THE PROBLEM: Starting with the line below that holds "ring mcp: (226, 284)" and stopping after the line that holds "thumb cmc: (162, 199)", transcribe the lines exactly, leaving out all pictures.

*** Opening EXERCISE DATA ***

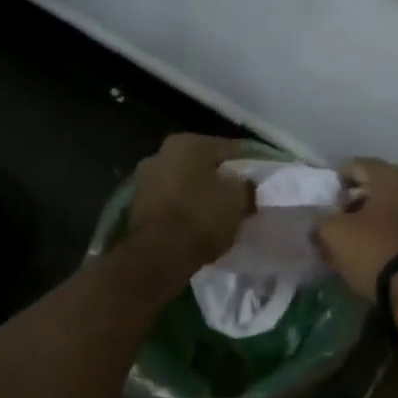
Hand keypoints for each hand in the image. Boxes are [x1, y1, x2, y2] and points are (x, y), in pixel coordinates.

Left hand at [128, 134, 255, 270]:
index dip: (248, 165)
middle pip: (202, 165)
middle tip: (240, 197)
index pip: (229, 149)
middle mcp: (161, 153)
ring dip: (200, 194)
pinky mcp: (137, 206)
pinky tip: (199, 224)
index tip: (260, 181)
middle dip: (220, 179)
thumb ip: (246, 185)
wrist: (159, 255)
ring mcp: (145, 179)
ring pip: (185, 183)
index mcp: (188, 142)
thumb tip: (246, 185)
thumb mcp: (238, 199)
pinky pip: (171, 203)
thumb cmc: (202, 216)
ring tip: (220, 214)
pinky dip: (185, 210)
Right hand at [313, 159, 397, 306]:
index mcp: (392, 176)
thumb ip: (323, 222)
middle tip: (341, 221)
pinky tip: (381, 252)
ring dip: (378, 219)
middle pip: (380, 187)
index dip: (338, 182)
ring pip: (397, 208)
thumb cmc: (375, 250)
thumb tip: (322, 225)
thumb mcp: (335, 234)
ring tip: (360, 240)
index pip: (357, 166)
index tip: (327, 202)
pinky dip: (395, 234)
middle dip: (359, 202)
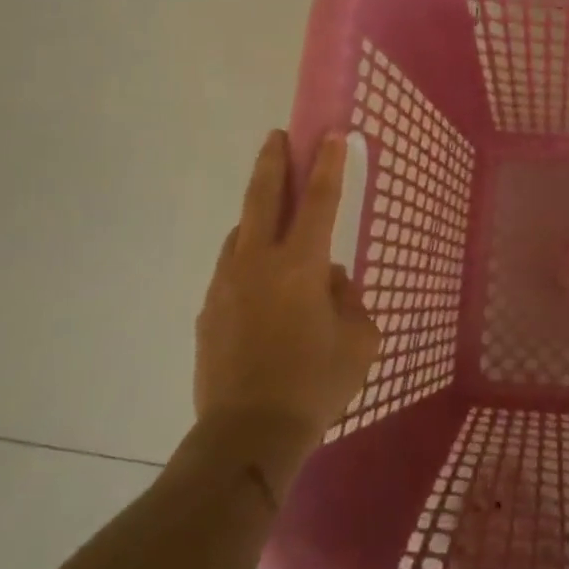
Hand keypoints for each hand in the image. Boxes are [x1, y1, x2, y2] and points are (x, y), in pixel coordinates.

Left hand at [193, 131, 378, 482]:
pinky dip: (247, 260)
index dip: (328, 164)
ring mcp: (226, 284)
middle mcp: (258, 263)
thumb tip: (329, 281)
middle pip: (263, 197)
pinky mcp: (209, 310)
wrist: (248, 435)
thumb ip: (348, 298)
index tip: (330, 133)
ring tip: (274, 216)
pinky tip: (260, 282)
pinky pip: (231, 270)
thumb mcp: (360, 339)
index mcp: (301, 265)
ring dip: (257, 215)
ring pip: (241, 233)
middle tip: (277, 136)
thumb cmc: (316, 384)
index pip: (320, 200)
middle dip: (273, 161)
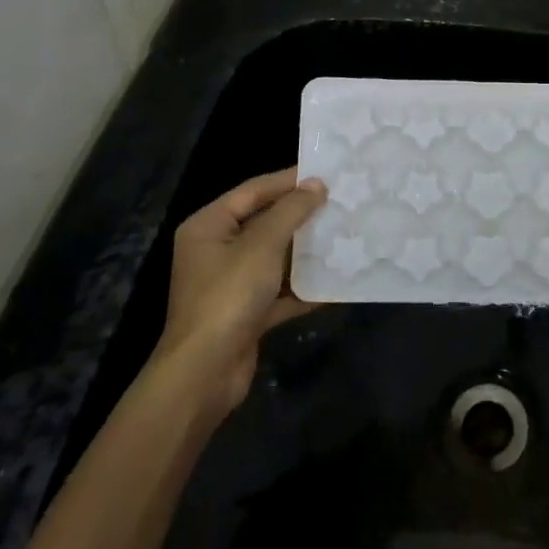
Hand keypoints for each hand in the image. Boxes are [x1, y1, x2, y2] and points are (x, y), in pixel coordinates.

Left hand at [156, 167, 325, 416]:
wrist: (204, 374)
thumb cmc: (229, 296)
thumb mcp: (262, 245)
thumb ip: (291, 211)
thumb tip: (316, 185)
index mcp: (209, 226)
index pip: (253, 190)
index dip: (288, 180)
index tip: (326, 173)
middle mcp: (216, 251)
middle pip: (264, 222)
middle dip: (301, 215)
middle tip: (340, 202)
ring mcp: (231, 284)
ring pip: (275, 257)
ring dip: (306, 250)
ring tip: (344, 234)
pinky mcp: (246, 313)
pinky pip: (280, 291)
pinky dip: (304, 287)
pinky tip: (336, 282)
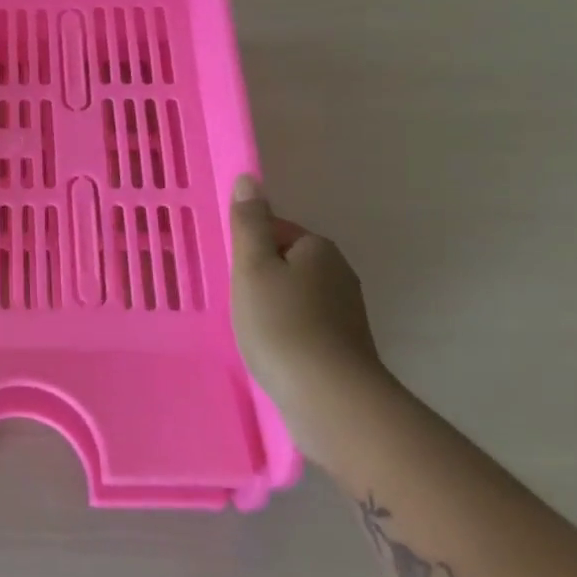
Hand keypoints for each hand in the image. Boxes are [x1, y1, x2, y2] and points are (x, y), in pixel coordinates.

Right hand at [229, 175, 395, 463]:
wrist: (329, 398)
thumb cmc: (281, 324)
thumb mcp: (252, 267)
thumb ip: (248, 223)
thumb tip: (249, 178)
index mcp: (318, 247)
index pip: (274, 230)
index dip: (247, 248)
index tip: (229, 273)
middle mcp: (339, 273)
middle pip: (286, 263)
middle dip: (259, 278)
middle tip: (233, 301)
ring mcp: (346, 312)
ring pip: (295, 296)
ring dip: (272, 307)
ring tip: (248, 330)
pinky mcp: (345, 346)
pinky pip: (305, 326)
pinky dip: (286, 333)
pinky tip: (270, 352)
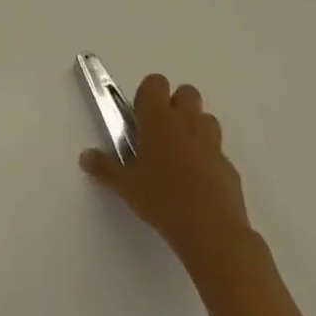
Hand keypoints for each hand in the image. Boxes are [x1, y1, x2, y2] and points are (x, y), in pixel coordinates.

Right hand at [80, 74, 255, 279]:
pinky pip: (218, 152)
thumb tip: (85, 157)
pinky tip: (198, 184)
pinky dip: (208, 159)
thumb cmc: (162, 199)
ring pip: (206, 119)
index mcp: (158, 117)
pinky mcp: (230, 167)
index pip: (155, 82)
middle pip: (186, 92)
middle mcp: (187, 122)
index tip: (139, 117)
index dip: (147, 95)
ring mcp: (212, 143)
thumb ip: (104, 168)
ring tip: (180, 155)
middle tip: (160, 132)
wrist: (212, 232)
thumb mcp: (126, 186)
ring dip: (195, 128)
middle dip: (175, 105)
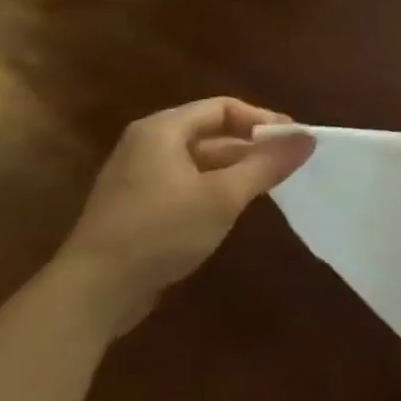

*** Closing EXERCISE DATA ***

ANSWER SECTION:
ring mcp: (226, 284)
middle mcp: (258, 263)
thumb tip: (329, 281)
middle pip: (263, 197)
pinky mcp: (209, 310)
wrist: (248, 435)
thumb ip: (348, 298)
index tip: (330, 133)
ring tip: (274, 216)
pinky tip: (260, 282)
pinky pip: (231, 270)
thumb mcp: (360, 339)
index mcp: (301, 265)
ring dip: (257, 215)
ring pip: (241, 233)
middle tip: (277, 136)
thumb cmc: (316, 384)
index pip: (320, 200)
middle dip: (273, 161)
Hand keypoints for each hand in the image. Boxes are [x1, y1, x2, y2] and points are (x, y), in pixel coordinates.

Left hand at [156, 167, 325, 416]:
wrist: (204, 374)
thumb cmc: (229, 296)
thumb mcp: (262, 245)
thumb ip: (291, 211)
thumb tip: (316, 185)
index mcp: (209, 226)
index pip: (253, 190)
index dip: (288, 180)
index tip: (326, 173)
middle mcp: (216, 251)
middle pip: (264, 222)
middle dip: (301, 215)
middle tip: (340, 202)
ring mcp: (231, 284)
ring pip: (275, 257)
ring dip: (306, 250)
ring tip: (344, 234)
pinky mcp: (246, 313)
pinky pip: (280, 291)
pinky dip: (304, 287)
pinky tip: (336, 282)
Hand keypoints for each hand in the image. Boxes are [x1, y1, x2, y2] and points are (x, y), in pixel coordinates.

Right hand at [229, 175, 395, 463]:
wrist: (329, 398)
thumb cmc: (281, 324)
thumb mcp: (252, 267)
thumb ip: (248, 223)
thumb tip: (249, 178)
index mcp: (318, 247)
index pip: (274, 230)
index dip: (247, 248)
index tip: (229, 273)
middle mcp: (339, 273)
middle pip: (286, 263)
middle dip: (259, 278)
middle tip: (233, 301)
ring mcp: (346, 312)
ring pip: (295, 296)
ring dip: (272, 307)
ring tip: (248, 330)
pinky mcp: (345, 346)
pinky pip: (305, 326)
pinky dip: (286, 333)
pinky tip: (270, 352)
Hand keypoints for each hand in the image. Boxes are [x1, y1, x2, y2] and points are (x, y), in pixel coordinates.

Right hand at [80, 74, 255, 279]:
pinky pip: (218, 152)
thumb tip: (85, 157)
pinky tip: (198, 184)
pinky dip: (208, 159)
thumb cmc: (162, 199)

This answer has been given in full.